## THE TASK
A faithful copy of the data is the goal; set it down exactly, without the images.

--- START ---

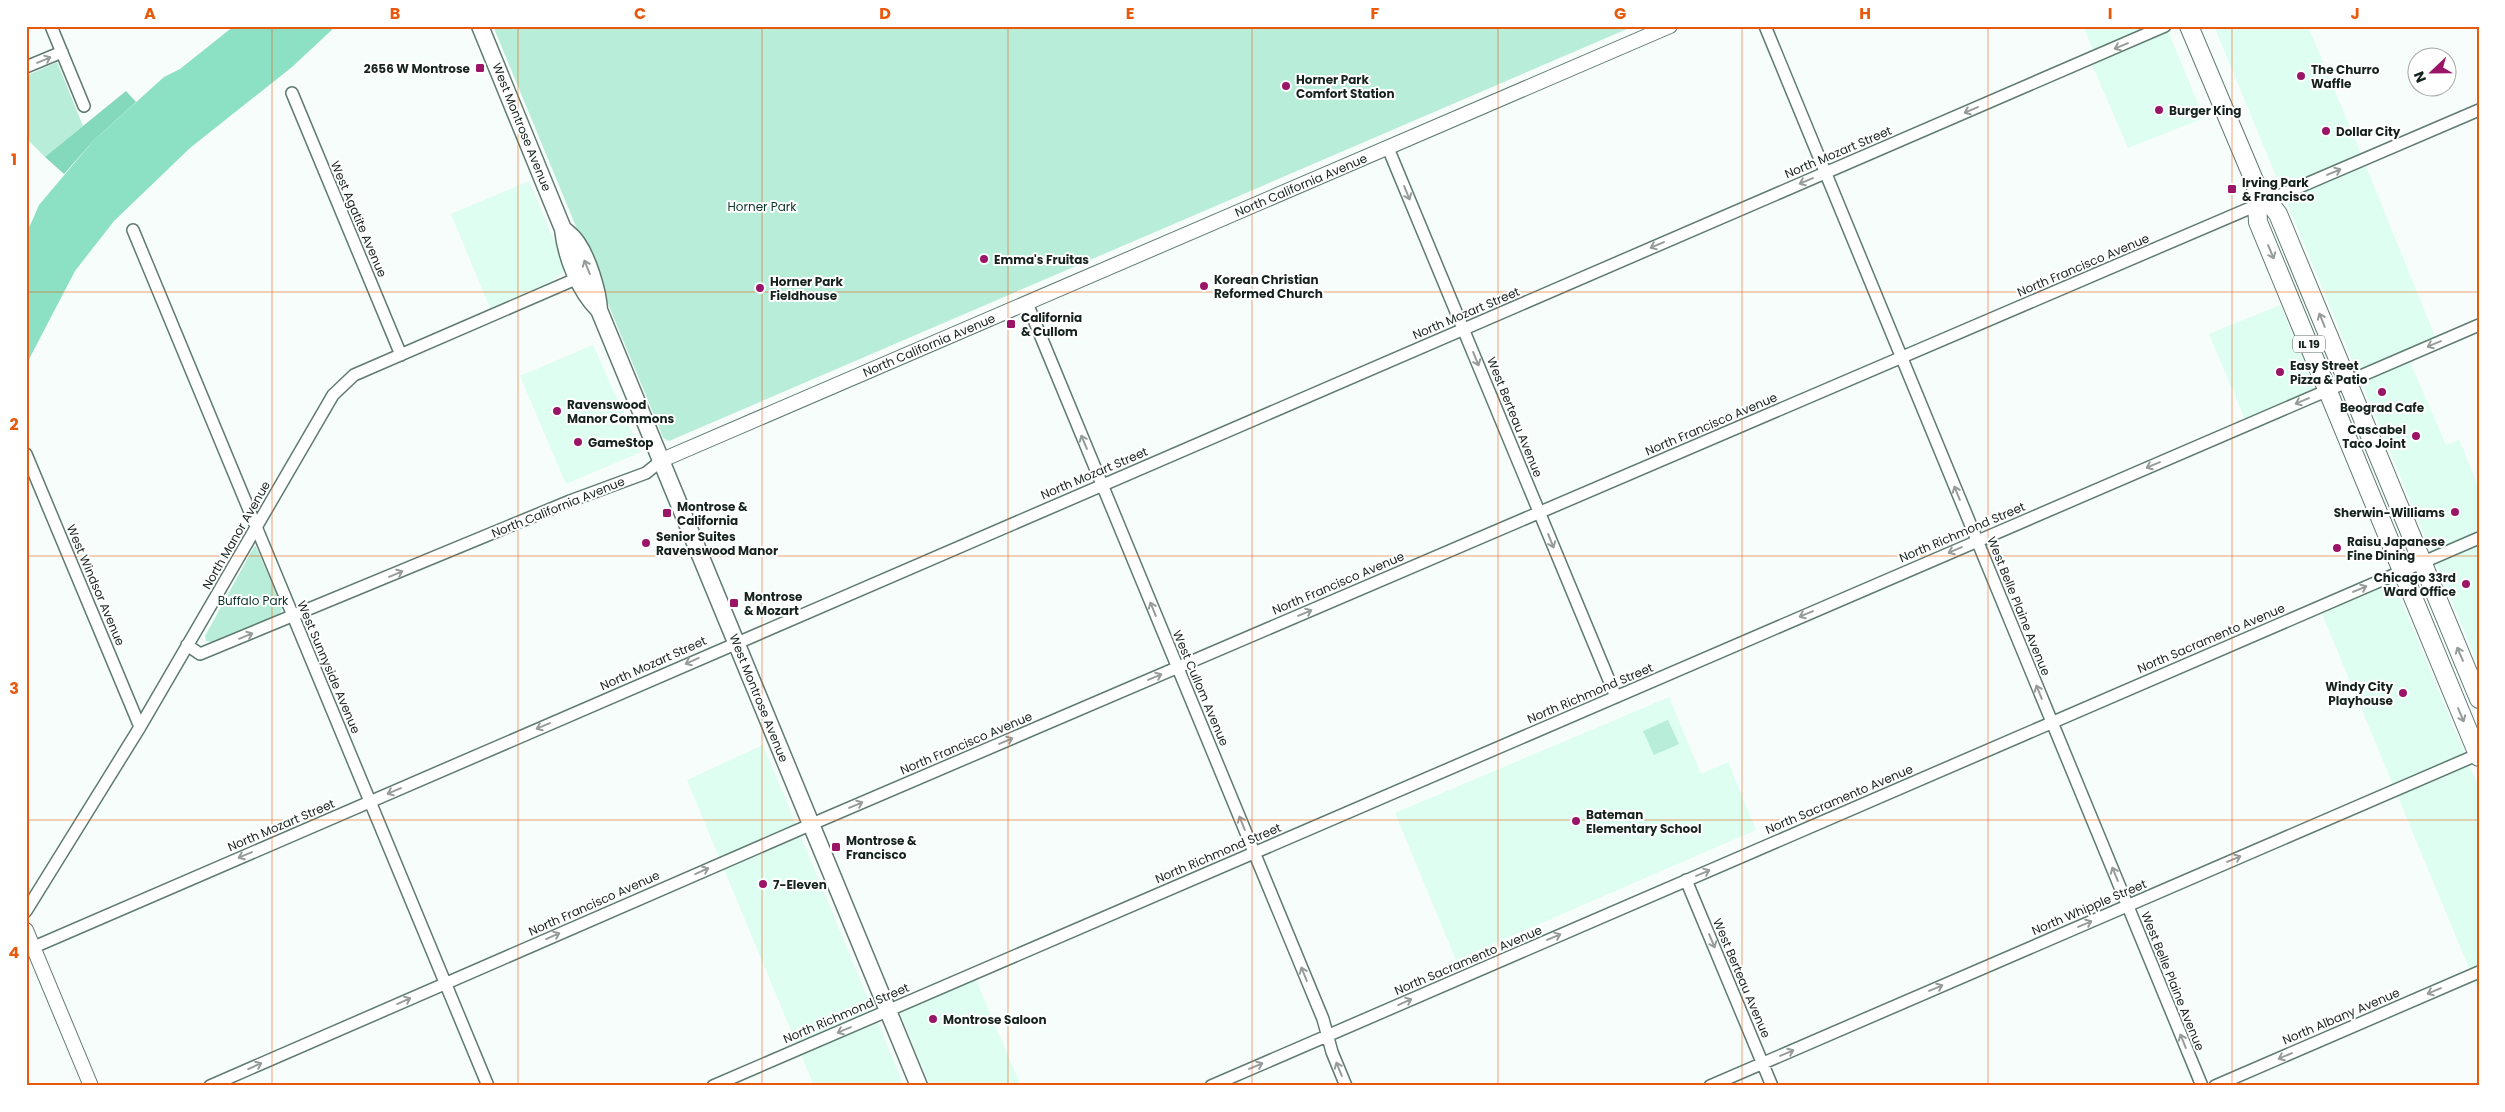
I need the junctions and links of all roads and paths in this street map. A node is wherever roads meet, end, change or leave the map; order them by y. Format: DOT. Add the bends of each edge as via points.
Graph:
graph roads {
  1 [pos="51,26"];
  2 [pos="480,26"];
  3 [pos="1670,26"];
  4 [pos="1765,26"];
  5 [pos="2166,26"];
  6 [pos="2190,26"];
  7 [pos="62,52"];
  8 [pos="26,68"];
  9 [pos="292,93"];
  10 [pos="84,106"];
  11 [pos="2479,110"];
  12 [pos="1388,148"];
  13 [pos="1825,173"];
  14 [pos="2263,203"];
  15 [pos="563,229"];
  16 [pos="133,230"];
  17 [pos="576,283"];
  18 [pos="1027,303"];
  19 [pos="599,310"];
  20 [pos="2479,325"];
  21 [pos="1463,329"];
  22 [pos="401,355"];
  23 [pos="1901,357"];
  24 [pos="2347,382"];
  25 [pos="2328,390"];
  26 [pos="26,454"];
  27 [pos="662,460"];
  28 [pos="1102,484"];
  29 [pos="1539,512"];
  30 [pos="256,527"];
  31 [pos="2479,538"];
  32 [pos="1977,541"];
  33 [pos="2422,562"];
  34 [pos="2403,570"];
  35 [pos="293,617"];
  36 [pos="736,642"];
  37 [pos="188,645"];
  38 [pos="1178,667"];
  39 [pos="1616,696"];
  40 [pos="2479,699"];
  41 [pos="2052,722"];
  42 [pos="140,727"];
  43 [pos="2478,755"];
  44 [pos="370,801"];
  45 [pos="812,824"];
  46 [pos="1254,852"];
  47 [pos="1686,880"];
  48 [pos="2127,906"];
  49 [pos="26,911"];
  50 [pos="26,930"];
  51 [pos="34,947"];
  52 [pos="2479,972"];
  53 [pos="445,983"];
  54 [pos="888,1010"];
  55 [pos="1328,1035"];
  56 [pos="1762,1063"];
  57 [pos="91,1086"];
  58 [pos="210,1086"];
  59 [pos="488,1086"];
  60 [pos="713,1086"];
  61 [pos="919,1086"];
  62 [pos="1211,1086"];
  63 [pos="1346,1086"];
  64 [pos="1710,1086"];
  65 [pos="1772,1086"];
  66 [pos="2202,1086"];
  67 [pos="2215,1086"];
  1 -- 7 [label="street"];
  2 -- 15 [label="main road, West Montrose Avenue"];
  3 -- 12 [label="street, North California Avenue"];
  4 -- 13 [label="street, West Belle Plaine Avenue"];
  5 -- 13 [label="street, North Mozart Street, one-way"];
  6 -- 14 [label="main road, IL 19"];
  8 -- 7 [label="street, one-way"];
  7 -- 10 [label="street"];
  9 -- 22 [label="street, West Agatite Avenue"];
  14 -- 11 [label="street, North Francisco Avenue, one-way"];
  12 -- 18 [label="street, North California Avenue"];
  12 -- 21 [label="street, West Berteau Avenue, one-way"];
  13 -- 21 [label="street, North Mozart Street, one-way"];
  13 -- 23 [label="street, West Belle Plaine Avenue"];
  14 -- 23 [label="street, North Francisco Avenue"];
  24 -- 14 [label="main road, IL 19, one-way" via="2278,214"];
  14 -- 25 [label="main road, IL 19, one-way" via="2258,222"];
  15 -- 17 [label="main road, West Montrose Avenue"];
  19 -- 15 [label="main road, West Montrose Avenue, one-way" via="598,294 577,243"];
  16 -- 30 [label="street, West Sunnyside Avenue"];
  17 -- 19 [label="main road, West Montrose Avenue"];
  17 -- 22 [label="street, North Manor Avenue"];
  18 -- 27 [label="street, North California Avenue"];
  28 -- 18 [label="street, West Cullom Avenue, one-way"];
  19 -- 27 [label="main road, West Montrose Avenue"];
  20 -- 24 [label="street, North Richmond Street, one-way"];
  21 -- 28 [label="street, North Mozart Street"];
  21 -- 29 [label="street, West Berteau Avenue, one-way"];
  22 -- 30 [label="street, North Manor Avenue" via="354,375 333,395"];
  23 -- 29 [label="street, North Francisco Avenue"];
  32 -- 23 [label="street, West Belle Plaine Avenue, one-way"];
  24 -- 25 [label="street, North Richmond Street"];
  24 -- 33 [label="main road, IL 19"];
  25 -- 32 [label="street, North Richmond Street, one-way"];
  25 -- 34 [label="main road, IL 19"];
  26 -- 42 [label="street, West Windsor Avenue"];
  35 -- 27 [label="street, North California Avenue, one-way" via="570,501 646,473"];
  27 -- 36 [label="main road, West Montrose Avenue"];
  28 -- 36 [label="street, North Mozart Street"];
  38 -- 28 [label="street, West Cullom Avenue, one-way"];
  38 -- 29 [label="street, North Francisco Avenue, one-way"];
  29 -- 39 [label="street, West Berteau Avenue, one-way"];
  30 -- 35 [label="street, West Sunnyside Avenue"];
  30 -- 37 [label="street, North Manor Avenue"];
  31 -- 33 [label="street, North Sacramento Avenue"];
  32 -- 39 [label="street, North Richmond Street, one-way"];
  41 -- 32 [label="street, West Belle Plaine Avenue, one-way"];
  33 -- 34 [label="street, North Sacramento Avenue"];
  40 -- 33 [label="main road, IL 19, one-way"];
  41 -- 34 [label="street, North Sacramento Avenue, one-way"];
  34 -- 43 [label="main road, IL 19, one-way"];
  37 -- 35 [label="street, North California Avenue, one-way" via="200,654"];
  35 -- 44 [label="street, West Sunnyside Avenue"];
  36 -- 44 [label="street, North Mozart Street, one-way"];
  36 -- 45 [label="main road, West Montrose Avenue"];
  37 -- 42 [label="street, North Manor Avenue"];
  45 -- 38 [label="street, North Francisco Avenue, one-way"];
  46 -- 38 [label="street, West Cullom Avenue, one-way"];
  39 -- 46 [label="street, North Richmond Street"];
  47 -- 41 [label="street, North Sacramento Avenue, one-way"];
  48 -- 41 [label="street, West Belle Plaine Avenue, one-way"];
  42 -- 49 [label="street, North Manor Avenue"];
  48 -- 43 [label="street, North Whipple Street, one-way"];
  44 -- 51 [label="street, North Mozart Street, one-way"];
  44 -- 53 [label="street, West Sunnyside Avenue"];
  53 -- 45 [label="street, North Francisco Avenue, one-way"];
  45 -- 54 [label="main road, West Montrose Avenue"];
  46 -- 54 [label="street, North Richmond Street"];
  55 -- 46 [label="street, West Cullom Avenue, one-way"];
  55 -- 47 [label="street, North Sacramento Avenue, one-way"];
  47 -- 56 [label="street, West Berteau Avenue, one-way"];
  56 -- 48 [label="street, North Whipple Street, one-way"];
  66 -- 48 [label="street, West Belle Plaine Avenue, one-way"];
  50 -- 51 [label="street"];
  51 -- 57 [label="street"];
  52 -- 67 [label="street, North Albany Avenue, one-way"];
  58 -- 53 [label="street, North Francisco Avenue, one-way"];
  53 -- 59 [label="street, West Sunnyside Avenue"];
  54 -- 60 [label="street, North Richmond Street, one-way"];
  54 -- 61 [label="main road, West Montrose Avenue"];
  62 -- 55 [label="street, North Sacramento Avenue, one-way"];
  63 -- 55 [label="street, West Cullom Avenue, one-way"];
  56 -- 64 [label="street, North Whipple Street"];
  56 -- 65 [label="street, West Berteau Avenue"];
}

--- END ---

## SOLUTION TO THIS EXERCISE
I need the junctions and links of all roads and paths in this street map. A node is wherever roads meet, end, change or leave the map; order them by y. Format: DOT. Add the bends of each edge as via points.
Graph:
graph roads {
  1 [pos="51,26"];
  2 [pos="480,26"];
  3 [pos="1670,26"];
  4 [pos="1765,26"];
  5 [pos="2166,26"];
  6 [pos="2190,26"];
  7 [pos="62,52"];
  8 [pos="26,68"];
  9 [pos="292,93"];
  10 [pos="84,106"];
  11 [pos="2479,110"];
  12 [pos="1388,148"];
  13 [pos="1825,173"];
  14 [pos="2263,203"];
  15 [pos="563,229"];
  16 [pos="133,230"];
  17 [pos="576,283"];
  18 [pos="1027,303"];
  19 [pos="599,310"];
  20 [pos="2479,325"];
  21 [pos="1463,329"];
  22 [pos="401,355"];
  23 [pos="1901,357"];
  24 [pos="2347,382"];
  25 [pos="2328,390"];
  26 [pos="26,454"];
  27 [pos="662,460"];
  28 [pos="1102,484"];
  29 [pos="1539,512"];
  30 [pos="256,527"];
  31 [pos="2479,538"];
  32 [pos="1977,541"];
  33 [pos="2422,562"];
  34 [pos="2403,570"];
  35 [pos="293,617"];
  36 [pos="736,642"];
  37 [pos="188,645"];
  38 [pos="1178,667"];
  39 [pos="1616,696"];
  40 [pos="2479,699"];
  41 [pos="2052,722"];
  42 [pos="140,727"];
  43 [pos="2478,755"];
  44 [pos="370,801"];
  45 [pos="812,824"];
  46 [pos="1254,852"];
  47 [pos="1686,880"];
  48 [pos="2127,906"];
  49 [pos="26,911"];
  50 [pos="26,930"];
  51 [pos="34,947"];
  52 [pos="2479,972"];
  53 [pos="445,983"];
  54 [pos="888,1010"];
  55 [pos="1328,1035"];
  56 [pos="1762,1063"];
  57 [pos="91,1086"];
  58 [pos="210,1086"];
  59 [pos="488,1086"];
  60 [pos="713,1086"];
  61 [pos="919,1086"];
  62 [pos="1211,1086"];
  63 [pos="1346,1086"];
  64 [pos="1710,1086"];
  65 [pos="1772,1086"];
  66 [pos="2202,1086"];
  67 [pos="2215,1086"];
  1 -- 7 [label="street"];
  2 -- 15 [label="main road, West Montrose Avenue"];
  3 -- 12 [label="street, North California Avenue"];
  4 -- 13 [label="street, West Belle Plaine Avenue"];
  5 -- 13 [label="street, North Mozart Street, one-way"];
  6 -- 14 [label="main road, IL 19"];
  8 -- 7 [label="street, one-way"];
  7 -- 10 [label="street"];
  9 -- 22 [label="street, West Agatite Avenue"];
  14 -- 11 [label="street, North Francisco Avenue, one-way"];
  12 -- 18 [label="street, North California Avenue"];
  12 -- 21 [label="street, West Berteau Avenue, one-way"];
  13 -- 21 [label="street, North Mozart Street, one-way"];
  13 -- 23 [label="street, West Belle Plaine Avenue"];
  14 -- 23 [label="street, North Francisco Avenue"];
  24 -- 14 [label="main road, IL 19, one-way" via="2278,214"];
  14 -- 25 [label="main road, IL 19, one-way" via="2258,222"];
  15 -- 17 [label="main road, West Montrose Avenue"];
  19 -- 15 [label="main road, West Montrose Avenue, one-way" via="598,294 577,243"];
  16 -- 30 [label="street, West Sunnyside Avenue"];
  17 -- 19 [label="main road, West Montrose Avenue"];
  17 -- 22 [label="street, North Manor Avenue"];
  18 -- 27 [label="street, North California Avenue"];
  28 -- 18 [label="street, West Cullom Avenue, one-way"];
  19 -- 27 [label="main road, West Montrose Avenue"];
  20 -- 24 [label="street, North Richmond Street, one-way"];
  21 -- 28 [label="street, North Mozart Street"];
  21 -- 29 [label="street, West Berteau Avenue, one-way"];
  22 -- 30 [label="street, North Manor Avenue" via="354,375 333,395"];
  23 -- 29 [label="street, North Francisco Avenue"];
  32 -- 23 [label="street, West Belle Plaine Avenue, one-way"];
  24 -- 25 [label="street, North Richmond Street"];
  24 -- 33 [label="main road, IL 19"];
  25 -- 32 [label="street, North Richmond Street, one-way"];
  25 -- 34 [label="main road, IL 19"];
  26 -- 42 [label="street, West Windsor Avenue"];
  35 -- 27 [label="street, North California Avenue, one-way" via="570,501 646,473"];
  27 -- 36 [label="main road, West Montrose Avenue"];
  28 -- 36 [label="street, North Mozart Street"];
  38 -- 28 [label="street, West Cullom Avenue, one-way"];
  38 -- 29 [label="street, North Francisco Avenue, one-way"];
  29 -- 39 [label="street, West Berteau Avenue, one-way"];
  30 -- 35 [label="street, West Sunnyside Avenue"];
  30 -- 37 [label="street, North Manor Avenue"];
  31 -- 33 [label="street, North Sacramento Avenue"];
  32 -- 39 [label="street, North Richmond Street, one-way"];
  41 -- 32 [label="street, West Belle Plaine Avenue, one-way"];
  33 -- 34 [label="street, North Sacramento Avenue"];
  40 -- 33 [label="main road, IL 19, one-way"];
  41 -- 34 [label="street, North Sacramento Avenue, one-way"];
  34 -- 43 [label="main road, IL 19, one-way"];
  37 -- 35 [label="street, North California Avenue, one-way" via="200,654"];
  35 -- 44 [label="street, West Sunnyside Avenue"];
  36 -- 44 [label="street, North Mozart Street, one-way"];
  36 -- 45 [label="main road, West Montrose Avenue"];
  37 -- 42 [label="street, North Manor Avenue"];
  45 -- 38 [label="street, North Francisco Avenue, one-way"];
  46 -- 38 [label="street, West Cullom Avenue, one-way"];
  39 -- 46 [label="street, North Richmond Street"];
  47 -- 41 [label="street, North Sacramento Avenue, one-way"];
  48 -- 41 [label="street, West Belle Plaine Avenue, one-way"];
  42 -- 49 [label="street, North Manor Avenue"];
  48 -- 43 [label="street, North Whipple Street, one-way"];
  44 -- 51 [label="street, North Mozart Street, one-way"];
  44 -- 53 [label="street, West Sunnyside Avenue"];
  53 -- 45 [label="street, North Francisco Avenue, one-way"];
  45 -- 54 [label="main road, West Montrose Avenue"];
  46 -- 54 [label="street, North Richmond Street"];
  55 -- 46 [label="street, West Cullom Avenue, one-way"];
  55 -- 47 [label="street, North Sacramento Avenue, one-way"];
  47 -- 56 [label="street, West Berteau Avenue, one-way"];
  56 -- 48 [label="street, North Whipple Street, one-way"];
  66 -- 48 [label="street, West Belle Plaine Avenue, one-way"];
  50 -- 51 [label="street"];
  51 -- 57 [label="street"];
  52 -- 67 [label="street, North Albany Avenue, one-way"];
  58 -- 53 [label="street, North Francisco Avenue, one-way"];
  53 -- 59 [label="street, West Sunnyside Avenue"];
  54 -- 60 [label="street, North Richmond Street, one-way"];
  54 -- 61 [label="main road, West Montrose Avenue"];
  62 -- 55 [label="street, North Sacramento Avenue, one-way"];
  63 -- 55 [label="street, West Cullom Avenue, one-way"];
  56 -- 64 [label="street, North Whipple Street"];
  56 -- 65 [label="street, West Berteau Avenue"];
}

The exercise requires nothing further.